Continuamos por la calle hasta que se convirtió en una carretera que nos sacó de la ciudad que pasaba por algunas zonas de campo dispersas, y después una pradera llena de hierba en la que pastaban ovejas y vacas. A lo lejos, vi laderas montañosas escarpadas y me preguntaba si la carretera subía realmente por ellas.

El sol calentaba más. Noté que la lengua se me hinchaba y tenía un fuerte sabor a polvo. El hambre me roía las entrañas. Me sentí débil y a veces tropezaba con cosas que no veía. Otras veces la propia simulación traspasaba la frontera de la irrealidad. Caminaba pesadamente detrás de Ram, y fijé los ojos en la punta de sílex de su lanza de bambú e intenté no pensar en nada más. Me puse contento cuando llegó el mediodía, y con él, la sombra fresca del eclipse. Con cuidado, Derek anotó la hora en su cuaderno. Puse en tela de juicio su cordura, allí en medio de toda aquella sinrazón.

Volvió a lucir el sol, y enseguida se escondió detrás de una nube negra que salió por el oeste y pasó por encima de nuestras cabezas. A nuestro alrededor brilló un relámpago, aunque no oímos ningún trueno. De repente, empezaron a caer gotas de lluvia, pero no sentí escalofríos. Alrededor de mis pies caían rebotando los granizos silenciosos. La lluvia paró, pero no había enfriado el aire.

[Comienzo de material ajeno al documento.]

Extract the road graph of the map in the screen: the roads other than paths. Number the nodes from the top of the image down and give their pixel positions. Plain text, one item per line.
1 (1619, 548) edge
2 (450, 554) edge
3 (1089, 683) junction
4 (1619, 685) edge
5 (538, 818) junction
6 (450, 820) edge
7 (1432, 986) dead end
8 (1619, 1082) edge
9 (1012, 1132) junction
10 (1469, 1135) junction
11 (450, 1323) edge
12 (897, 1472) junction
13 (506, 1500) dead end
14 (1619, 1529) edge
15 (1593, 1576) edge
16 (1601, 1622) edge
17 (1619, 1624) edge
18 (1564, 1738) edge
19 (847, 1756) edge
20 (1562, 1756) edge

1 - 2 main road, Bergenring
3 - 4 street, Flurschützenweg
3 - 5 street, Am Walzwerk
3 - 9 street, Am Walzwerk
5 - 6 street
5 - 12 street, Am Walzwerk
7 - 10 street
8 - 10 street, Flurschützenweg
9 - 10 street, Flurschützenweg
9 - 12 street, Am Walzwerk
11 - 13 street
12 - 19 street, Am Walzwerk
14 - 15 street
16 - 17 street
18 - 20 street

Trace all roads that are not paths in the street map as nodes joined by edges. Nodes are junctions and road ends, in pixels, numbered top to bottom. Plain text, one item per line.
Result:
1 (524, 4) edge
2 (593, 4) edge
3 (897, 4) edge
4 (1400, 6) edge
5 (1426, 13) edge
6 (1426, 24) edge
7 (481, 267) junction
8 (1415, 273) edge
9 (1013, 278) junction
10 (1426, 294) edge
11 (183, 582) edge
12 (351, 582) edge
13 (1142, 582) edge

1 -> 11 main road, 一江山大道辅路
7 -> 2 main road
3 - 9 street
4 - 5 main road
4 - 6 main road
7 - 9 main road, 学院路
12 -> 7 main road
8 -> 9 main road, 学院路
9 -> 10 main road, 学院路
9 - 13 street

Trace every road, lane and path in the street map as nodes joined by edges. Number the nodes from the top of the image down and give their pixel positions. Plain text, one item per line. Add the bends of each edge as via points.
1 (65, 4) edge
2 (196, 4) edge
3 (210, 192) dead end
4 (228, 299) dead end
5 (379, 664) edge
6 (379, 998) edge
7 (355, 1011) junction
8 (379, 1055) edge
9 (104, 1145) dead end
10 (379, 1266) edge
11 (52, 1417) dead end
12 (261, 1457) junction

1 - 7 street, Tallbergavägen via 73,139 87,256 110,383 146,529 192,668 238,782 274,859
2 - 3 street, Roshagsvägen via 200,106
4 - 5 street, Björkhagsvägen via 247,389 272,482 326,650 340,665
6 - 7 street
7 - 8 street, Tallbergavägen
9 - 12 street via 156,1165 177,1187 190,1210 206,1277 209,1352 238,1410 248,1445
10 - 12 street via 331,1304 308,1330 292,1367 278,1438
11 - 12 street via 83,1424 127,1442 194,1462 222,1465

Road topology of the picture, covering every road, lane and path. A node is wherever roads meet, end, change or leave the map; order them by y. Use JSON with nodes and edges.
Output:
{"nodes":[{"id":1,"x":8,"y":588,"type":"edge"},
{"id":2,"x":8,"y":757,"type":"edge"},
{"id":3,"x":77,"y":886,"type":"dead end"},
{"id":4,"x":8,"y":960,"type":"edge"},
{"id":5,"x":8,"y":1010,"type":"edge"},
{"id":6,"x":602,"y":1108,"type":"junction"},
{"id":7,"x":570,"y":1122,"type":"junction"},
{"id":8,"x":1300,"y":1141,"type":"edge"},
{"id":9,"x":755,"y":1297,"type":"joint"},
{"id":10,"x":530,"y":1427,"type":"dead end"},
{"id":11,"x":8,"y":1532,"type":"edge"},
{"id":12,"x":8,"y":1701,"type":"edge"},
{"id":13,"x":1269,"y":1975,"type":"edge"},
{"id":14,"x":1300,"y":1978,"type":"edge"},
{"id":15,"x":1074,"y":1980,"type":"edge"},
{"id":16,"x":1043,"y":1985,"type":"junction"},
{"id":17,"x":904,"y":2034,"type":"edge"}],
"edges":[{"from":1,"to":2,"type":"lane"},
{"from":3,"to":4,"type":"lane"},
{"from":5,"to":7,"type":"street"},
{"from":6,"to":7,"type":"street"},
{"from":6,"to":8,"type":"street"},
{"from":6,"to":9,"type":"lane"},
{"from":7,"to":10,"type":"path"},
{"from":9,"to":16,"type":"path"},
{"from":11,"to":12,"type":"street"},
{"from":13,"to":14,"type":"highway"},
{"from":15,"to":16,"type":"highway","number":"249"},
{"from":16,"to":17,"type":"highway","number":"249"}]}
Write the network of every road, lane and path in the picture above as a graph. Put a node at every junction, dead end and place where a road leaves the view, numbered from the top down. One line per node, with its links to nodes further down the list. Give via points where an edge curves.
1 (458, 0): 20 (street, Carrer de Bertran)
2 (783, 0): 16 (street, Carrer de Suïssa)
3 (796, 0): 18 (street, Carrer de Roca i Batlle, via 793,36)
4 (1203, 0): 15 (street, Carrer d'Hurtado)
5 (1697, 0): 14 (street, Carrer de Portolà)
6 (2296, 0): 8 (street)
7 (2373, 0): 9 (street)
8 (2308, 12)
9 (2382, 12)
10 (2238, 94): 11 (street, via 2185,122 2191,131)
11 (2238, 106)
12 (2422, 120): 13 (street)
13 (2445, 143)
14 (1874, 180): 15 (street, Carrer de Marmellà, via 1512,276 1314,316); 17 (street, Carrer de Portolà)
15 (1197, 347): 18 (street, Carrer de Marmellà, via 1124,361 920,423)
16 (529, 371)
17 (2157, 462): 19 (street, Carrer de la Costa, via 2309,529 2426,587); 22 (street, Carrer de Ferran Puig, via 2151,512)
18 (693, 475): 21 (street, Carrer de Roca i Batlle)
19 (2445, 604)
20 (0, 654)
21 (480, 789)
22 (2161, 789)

El sol volvió y de repente empezó a hacer calor. La sed me ahogaba y el hambre hacía que me doliera la tripa. Temblando por la fatiga, me tropecé con algo que había en la carretera y no había visto. Recuperé el equilibrio, pero Ram cayó hacia delante y dio un grito en su swahili nativo.

Angalia ¡Cuidado!

Cayó sobre lo que parecía un suelo sólido y desapareció filtrándose a través de él. Derek y yo nos quedamos solos.